Though many educational pundits either promote or denounce No Child Left Behind as a panacea for low scholastic achievement, the more telling issue, the real crux concerning academic proficiency, is the erosion of reading, writing, speaking, and thinking skills due to the intrusion of millennial gadgetry. Instead of teaching students how to think, how to evaluate knowledge, how to synthesize various parts of knowledge, even how to create new solutions to problems surrounding knowledge, the Daedalian fetish for hand-held electronic baubles, nano-widgets, video games, and social network web sites has whittled away the ability to carry out any mental activity that does not consist of shuffling around predigested content or creating personal profiles worthy of a student ID or a driver's license. Downloading the latest pop tune is not commensurate with recognizing a false inference or creating a fresh metaphor.

Nowadays, content is often understood as a by-product of form. Marshall McLuhan's oft-quoted thesis, the medium is the message, is true not only in media, but also in education. As a matter of fact, most uses of technology in the classroom devolve into a Liebesmahl (love-feast) of mere form. A PowerPoint presentation on a given subject, for example, does not necessarily clarify or bring greater understanding to the subject as much as it showcases the wizardry of reduction. (Microsoft aptly describes what has happened to basic human mental matter channeled through such programs — it becomes small and soft.) The national plaint about the presence of ineffective teachers in classrooms, sung by educators and politicos like New York's chancellor of schools Joel I. Klein, the Reverend Al Sharpton, Mayor Cory Booker of Newark, New Jersey, Atlanta school superintendent Beverly L. Hall, Miami-Dade County superintendent Rudy Crew, the president of the Colorado senate, and others, is well-intentioned (who wants feckless pedagogues?), but severely misguided.

The intention of coupling America's best teachers with students in the neediest schools will remain a populist pipe dream. Barring the young, the naive, the desperate, and a few truly magnanimous souls, who in one's right mind would take up a career in public education? Compared to other fields, the monetary return on the time invested in becoming credentialed or degreed as a teacher is laughable.

And if money does not constitute a concern, then one cannot expect to enjoy recompense through honor or simple appreciation, for there is little of either for teachers.
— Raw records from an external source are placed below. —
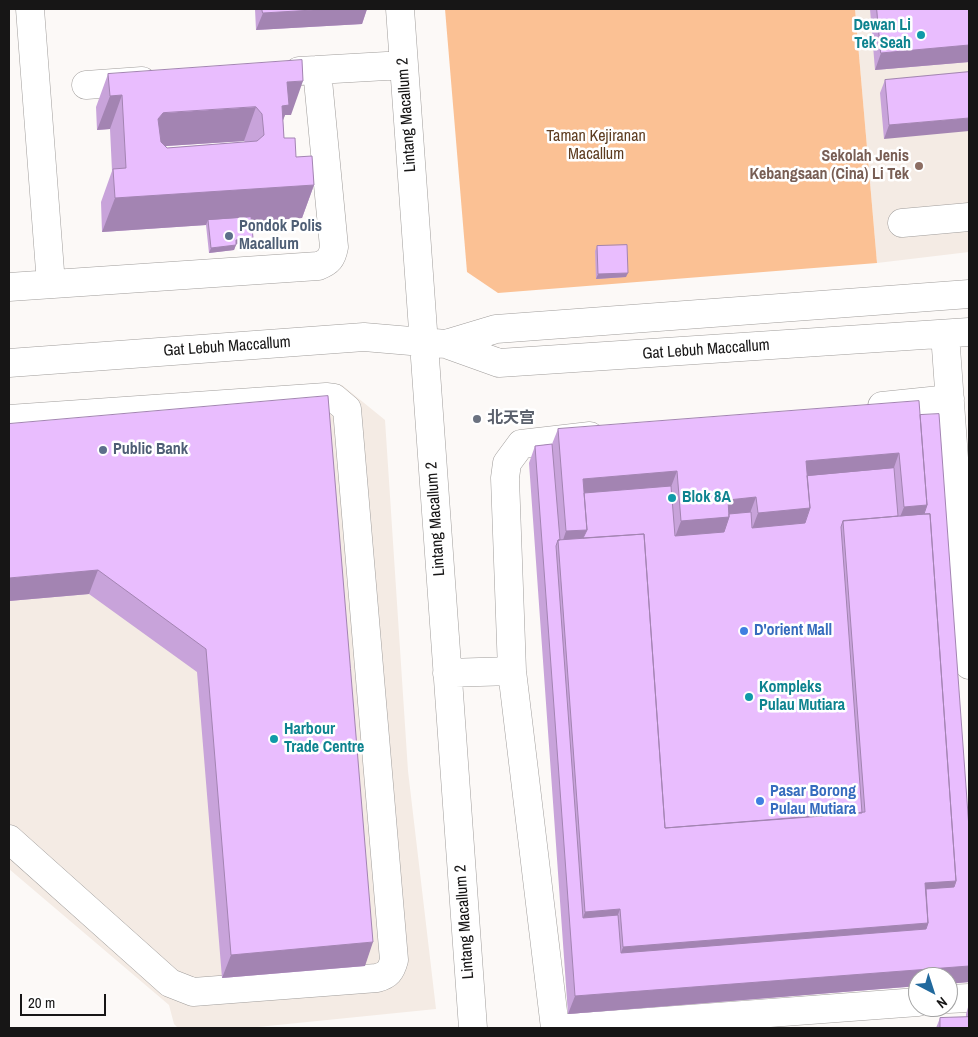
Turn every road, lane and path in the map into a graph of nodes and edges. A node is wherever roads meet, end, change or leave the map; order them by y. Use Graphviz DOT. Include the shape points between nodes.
graph roads {
  1 [pos="30,9"];
  2 [pos="400,9"];
  3 [pos="404,65"];
  4 [pos="317,70"];
  5 [pos="279,73"];
  6 [pos="163,80"];
  7 [pos="86,85"];
  8 [pos="969,217"];
  9 [pos="902,223"];
  10 [pos="51,284"];
  11 [pos="9,287"];
  12 [pos="969,294"];
  13 [pos="957,333"];
  14 [pos="435,343"];
  15 [pos="9,363"];
  16 [pos="950,399"];
  17 [pos="852,409"];
  18 [pos="9,419"];
  19 [pos="618,433"];
  20 [pos="969,665"];
  21 [pos="512,671"];
  22 [pos="447,674"];
  23 [pos="9,839"];
  24 [pos="908,1003"];
  25 [pos="472,1028"];
  26 [pos="555,1028"];
  27 [pos="568,1028"];
  1 -- 10 [label="street"];
  2 -- 3 [label="street, Lintang Macallum 2"];
  3 -- 4 [label="street"];
  3 -- 14 [label="street, Lintang Macallum 2"];
  4 -- 5 [label="street"];
  4 -- 10 [label="street" via="334,247 333,256 327,263"];
  6 -- 7 [label="street"];
  8 -- 9 [label="street"];
  10 -- 11 [label="street"];
  12 -- 14 [label="street, Gat Lebuh Maccallum" via="496,329"];
  13 -- 14 [label="street, Gat Lebuh Maccallum" via="499,363"];
  13 -- 16 [label="street"];
  14 -- 15 [label="street, Gat Lebuh Maccallum" via="364,337"];
  14 -- 22 [label="street, Lintang Macallum 2"];
  16 -- 17 [label="street"];
  16 -- 20 [label="street"];
  18 -- 23 [label="street" via="326,396 334,398 347,409 394,960 392,969 386,976 378,978 193,992 170,983"];
  19 -- 21 [label="street" via="521,444 508,463"];
  21 -- 22 [label="street"];
  21 -- 26 [label="street"];
  22 -- 25 [label="street, Lintang Macallum 2"];
  24 -- 27 [label="street"];
}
Thus, the idea of attracting talented individuals into the educational field qualifies as Shangri-la in a bottle. Yet, without promising teachers, classroom instruction and charter schools themselves become ciphers, regardless of their progressive coating.

Given the medical industry's recent success with hymenoplasty (a surgical procedure by which women are "made" virgins again), perhaps the US Congress will pass a bill stipulating required surgery to regenerate cognition among all of those adults and children who are failing in public and public charter schools across the country.